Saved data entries
--*--

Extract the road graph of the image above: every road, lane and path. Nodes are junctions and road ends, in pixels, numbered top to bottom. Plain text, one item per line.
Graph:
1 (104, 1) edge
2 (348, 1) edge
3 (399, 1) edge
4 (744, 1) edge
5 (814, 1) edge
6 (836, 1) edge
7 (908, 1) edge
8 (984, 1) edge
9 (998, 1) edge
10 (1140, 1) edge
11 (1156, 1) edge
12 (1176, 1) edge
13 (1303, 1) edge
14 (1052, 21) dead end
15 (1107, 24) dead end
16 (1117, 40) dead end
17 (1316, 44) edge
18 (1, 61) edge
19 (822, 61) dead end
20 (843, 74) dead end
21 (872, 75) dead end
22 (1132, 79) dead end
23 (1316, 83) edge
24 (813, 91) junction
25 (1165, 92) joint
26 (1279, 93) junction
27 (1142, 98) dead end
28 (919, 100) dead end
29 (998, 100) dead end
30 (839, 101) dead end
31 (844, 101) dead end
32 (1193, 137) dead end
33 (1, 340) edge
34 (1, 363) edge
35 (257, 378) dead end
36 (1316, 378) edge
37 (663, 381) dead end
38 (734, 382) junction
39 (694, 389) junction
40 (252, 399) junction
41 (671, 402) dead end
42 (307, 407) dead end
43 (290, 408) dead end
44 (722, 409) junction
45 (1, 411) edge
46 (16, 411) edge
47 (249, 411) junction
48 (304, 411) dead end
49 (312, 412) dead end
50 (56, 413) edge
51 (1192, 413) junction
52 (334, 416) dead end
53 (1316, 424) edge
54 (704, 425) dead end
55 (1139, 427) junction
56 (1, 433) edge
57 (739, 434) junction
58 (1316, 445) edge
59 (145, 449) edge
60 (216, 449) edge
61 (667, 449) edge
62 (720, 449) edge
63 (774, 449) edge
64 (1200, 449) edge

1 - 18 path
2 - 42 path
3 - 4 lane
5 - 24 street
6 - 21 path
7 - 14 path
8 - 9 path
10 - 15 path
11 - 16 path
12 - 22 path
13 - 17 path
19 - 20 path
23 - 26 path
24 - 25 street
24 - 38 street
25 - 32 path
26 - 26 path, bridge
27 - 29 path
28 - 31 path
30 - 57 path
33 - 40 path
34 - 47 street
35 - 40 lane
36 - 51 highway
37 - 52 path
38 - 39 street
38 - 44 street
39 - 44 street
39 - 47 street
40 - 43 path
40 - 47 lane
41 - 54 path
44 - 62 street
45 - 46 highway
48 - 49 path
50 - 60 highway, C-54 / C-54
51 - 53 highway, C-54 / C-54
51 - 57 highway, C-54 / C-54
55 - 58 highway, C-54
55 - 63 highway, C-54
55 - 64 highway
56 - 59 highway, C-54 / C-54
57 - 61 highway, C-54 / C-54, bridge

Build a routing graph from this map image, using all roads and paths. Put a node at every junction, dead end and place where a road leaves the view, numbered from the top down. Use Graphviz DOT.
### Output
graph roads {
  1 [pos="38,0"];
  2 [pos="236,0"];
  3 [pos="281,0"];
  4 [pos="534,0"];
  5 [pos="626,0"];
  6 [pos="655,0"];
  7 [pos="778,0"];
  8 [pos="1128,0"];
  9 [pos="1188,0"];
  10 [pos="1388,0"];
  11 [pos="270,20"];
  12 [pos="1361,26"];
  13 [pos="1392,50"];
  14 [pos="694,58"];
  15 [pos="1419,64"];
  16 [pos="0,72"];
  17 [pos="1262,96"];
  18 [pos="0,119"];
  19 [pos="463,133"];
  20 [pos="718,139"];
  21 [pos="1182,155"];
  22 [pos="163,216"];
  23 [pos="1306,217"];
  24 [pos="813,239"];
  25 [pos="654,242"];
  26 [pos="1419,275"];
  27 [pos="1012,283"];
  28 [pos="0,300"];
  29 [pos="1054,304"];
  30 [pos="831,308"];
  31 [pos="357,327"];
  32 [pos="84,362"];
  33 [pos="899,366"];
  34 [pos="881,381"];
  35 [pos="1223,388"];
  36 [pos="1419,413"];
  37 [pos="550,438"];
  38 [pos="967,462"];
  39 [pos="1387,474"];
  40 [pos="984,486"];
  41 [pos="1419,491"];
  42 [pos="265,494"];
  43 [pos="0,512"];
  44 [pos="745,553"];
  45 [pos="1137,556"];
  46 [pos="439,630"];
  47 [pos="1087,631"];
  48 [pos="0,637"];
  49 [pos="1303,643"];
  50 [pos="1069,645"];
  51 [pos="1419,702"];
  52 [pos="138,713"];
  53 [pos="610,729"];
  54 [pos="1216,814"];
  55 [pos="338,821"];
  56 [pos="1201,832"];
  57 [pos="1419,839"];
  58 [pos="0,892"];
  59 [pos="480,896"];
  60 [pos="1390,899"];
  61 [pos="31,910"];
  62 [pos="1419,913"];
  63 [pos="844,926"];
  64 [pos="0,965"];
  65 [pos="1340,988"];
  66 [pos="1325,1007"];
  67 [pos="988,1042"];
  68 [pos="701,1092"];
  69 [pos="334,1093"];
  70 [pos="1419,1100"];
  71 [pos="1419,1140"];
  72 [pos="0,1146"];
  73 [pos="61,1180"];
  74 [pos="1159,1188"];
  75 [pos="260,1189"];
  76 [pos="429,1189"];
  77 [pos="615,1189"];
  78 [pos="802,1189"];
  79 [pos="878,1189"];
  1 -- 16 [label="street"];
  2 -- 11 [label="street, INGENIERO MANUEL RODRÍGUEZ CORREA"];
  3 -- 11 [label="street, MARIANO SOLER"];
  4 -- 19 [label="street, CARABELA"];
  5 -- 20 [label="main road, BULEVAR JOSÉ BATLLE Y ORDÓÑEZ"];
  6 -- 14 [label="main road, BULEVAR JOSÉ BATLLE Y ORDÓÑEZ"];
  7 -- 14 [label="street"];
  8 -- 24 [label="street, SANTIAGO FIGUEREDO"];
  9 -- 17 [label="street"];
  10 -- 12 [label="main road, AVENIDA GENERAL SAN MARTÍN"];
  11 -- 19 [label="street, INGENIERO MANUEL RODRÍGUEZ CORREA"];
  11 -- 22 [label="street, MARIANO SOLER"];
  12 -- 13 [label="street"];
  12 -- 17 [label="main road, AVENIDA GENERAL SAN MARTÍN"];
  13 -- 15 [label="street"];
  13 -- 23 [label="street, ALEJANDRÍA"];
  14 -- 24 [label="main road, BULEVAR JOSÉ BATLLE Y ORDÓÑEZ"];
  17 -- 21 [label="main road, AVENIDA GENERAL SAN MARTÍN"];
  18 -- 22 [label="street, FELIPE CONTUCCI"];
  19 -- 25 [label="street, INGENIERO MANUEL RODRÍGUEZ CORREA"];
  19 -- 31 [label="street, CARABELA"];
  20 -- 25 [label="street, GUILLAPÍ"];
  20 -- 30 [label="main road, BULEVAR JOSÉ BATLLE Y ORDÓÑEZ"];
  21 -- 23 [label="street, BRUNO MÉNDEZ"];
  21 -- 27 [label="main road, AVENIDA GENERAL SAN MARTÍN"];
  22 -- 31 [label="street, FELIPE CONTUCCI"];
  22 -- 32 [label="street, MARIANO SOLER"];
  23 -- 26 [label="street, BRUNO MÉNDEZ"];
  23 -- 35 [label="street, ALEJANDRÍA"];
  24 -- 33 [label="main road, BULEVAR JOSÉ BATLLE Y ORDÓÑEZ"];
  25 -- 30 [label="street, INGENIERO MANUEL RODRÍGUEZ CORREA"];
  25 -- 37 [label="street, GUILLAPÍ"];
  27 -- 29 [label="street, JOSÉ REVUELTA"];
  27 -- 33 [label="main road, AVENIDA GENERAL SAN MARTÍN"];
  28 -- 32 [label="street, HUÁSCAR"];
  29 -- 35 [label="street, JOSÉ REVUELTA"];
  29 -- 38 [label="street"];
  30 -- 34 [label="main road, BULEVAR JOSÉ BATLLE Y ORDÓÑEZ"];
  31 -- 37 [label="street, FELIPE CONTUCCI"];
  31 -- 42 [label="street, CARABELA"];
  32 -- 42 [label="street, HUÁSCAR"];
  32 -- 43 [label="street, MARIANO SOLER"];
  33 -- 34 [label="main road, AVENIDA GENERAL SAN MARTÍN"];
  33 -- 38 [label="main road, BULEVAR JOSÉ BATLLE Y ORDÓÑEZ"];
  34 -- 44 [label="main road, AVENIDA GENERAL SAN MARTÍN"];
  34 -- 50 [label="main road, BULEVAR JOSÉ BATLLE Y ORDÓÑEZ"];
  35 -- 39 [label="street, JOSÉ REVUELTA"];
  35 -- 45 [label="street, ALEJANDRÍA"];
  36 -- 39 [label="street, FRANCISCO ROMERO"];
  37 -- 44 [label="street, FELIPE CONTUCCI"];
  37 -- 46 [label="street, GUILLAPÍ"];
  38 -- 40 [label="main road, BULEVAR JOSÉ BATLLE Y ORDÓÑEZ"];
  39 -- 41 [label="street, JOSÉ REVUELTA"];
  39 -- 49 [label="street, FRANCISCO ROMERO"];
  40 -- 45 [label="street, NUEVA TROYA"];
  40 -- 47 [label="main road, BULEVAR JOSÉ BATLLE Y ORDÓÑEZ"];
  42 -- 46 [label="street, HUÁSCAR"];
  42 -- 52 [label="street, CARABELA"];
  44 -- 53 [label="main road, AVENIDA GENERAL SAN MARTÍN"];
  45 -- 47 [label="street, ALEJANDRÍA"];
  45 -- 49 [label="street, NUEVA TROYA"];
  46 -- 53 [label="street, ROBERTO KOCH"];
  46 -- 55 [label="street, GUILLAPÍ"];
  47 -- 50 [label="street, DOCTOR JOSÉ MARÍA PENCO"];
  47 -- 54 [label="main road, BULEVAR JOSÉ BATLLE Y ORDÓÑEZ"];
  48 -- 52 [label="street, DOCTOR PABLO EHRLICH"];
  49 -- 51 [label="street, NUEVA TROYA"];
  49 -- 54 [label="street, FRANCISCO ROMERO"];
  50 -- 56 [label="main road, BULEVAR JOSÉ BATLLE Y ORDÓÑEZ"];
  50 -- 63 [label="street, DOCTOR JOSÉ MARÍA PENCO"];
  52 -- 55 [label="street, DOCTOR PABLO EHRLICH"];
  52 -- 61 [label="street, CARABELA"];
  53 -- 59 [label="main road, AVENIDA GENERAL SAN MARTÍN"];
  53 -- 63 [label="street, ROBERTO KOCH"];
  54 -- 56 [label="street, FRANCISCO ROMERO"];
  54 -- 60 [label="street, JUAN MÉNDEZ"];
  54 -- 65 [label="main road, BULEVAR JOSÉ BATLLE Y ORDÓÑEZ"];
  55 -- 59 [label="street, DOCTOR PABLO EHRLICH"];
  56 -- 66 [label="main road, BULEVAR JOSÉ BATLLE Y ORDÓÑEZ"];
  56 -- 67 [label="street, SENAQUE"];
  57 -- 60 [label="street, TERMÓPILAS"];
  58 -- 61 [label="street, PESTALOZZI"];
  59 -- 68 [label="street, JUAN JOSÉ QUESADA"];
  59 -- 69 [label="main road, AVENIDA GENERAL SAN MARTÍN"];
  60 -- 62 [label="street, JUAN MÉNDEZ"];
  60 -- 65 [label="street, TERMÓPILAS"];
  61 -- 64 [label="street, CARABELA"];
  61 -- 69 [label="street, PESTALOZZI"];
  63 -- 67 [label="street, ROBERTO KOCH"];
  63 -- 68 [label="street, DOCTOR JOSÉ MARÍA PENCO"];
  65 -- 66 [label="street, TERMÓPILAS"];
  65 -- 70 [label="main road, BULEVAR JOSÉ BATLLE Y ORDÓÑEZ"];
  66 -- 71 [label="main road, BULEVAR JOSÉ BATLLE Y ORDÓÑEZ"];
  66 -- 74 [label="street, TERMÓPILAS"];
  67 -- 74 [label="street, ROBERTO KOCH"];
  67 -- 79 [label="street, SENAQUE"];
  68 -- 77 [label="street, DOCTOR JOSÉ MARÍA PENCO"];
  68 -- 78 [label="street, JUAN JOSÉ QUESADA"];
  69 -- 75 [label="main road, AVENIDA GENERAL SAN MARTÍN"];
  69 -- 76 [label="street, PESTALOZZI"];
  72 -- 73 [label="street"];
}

--*--

* Exercise aim *
Track down every line in the entries that includes the string "SOLER", and copy it.

* Answer section *
  3 -- 11 [label="street, MARIANO SOLER"];
  11 -- 22 [label="street, MARIANO SOLER"];
  22 -- 32 [label="street, MARIANO SOLER"];
  32 -- 43 [label="street, MARIANO SOLER"];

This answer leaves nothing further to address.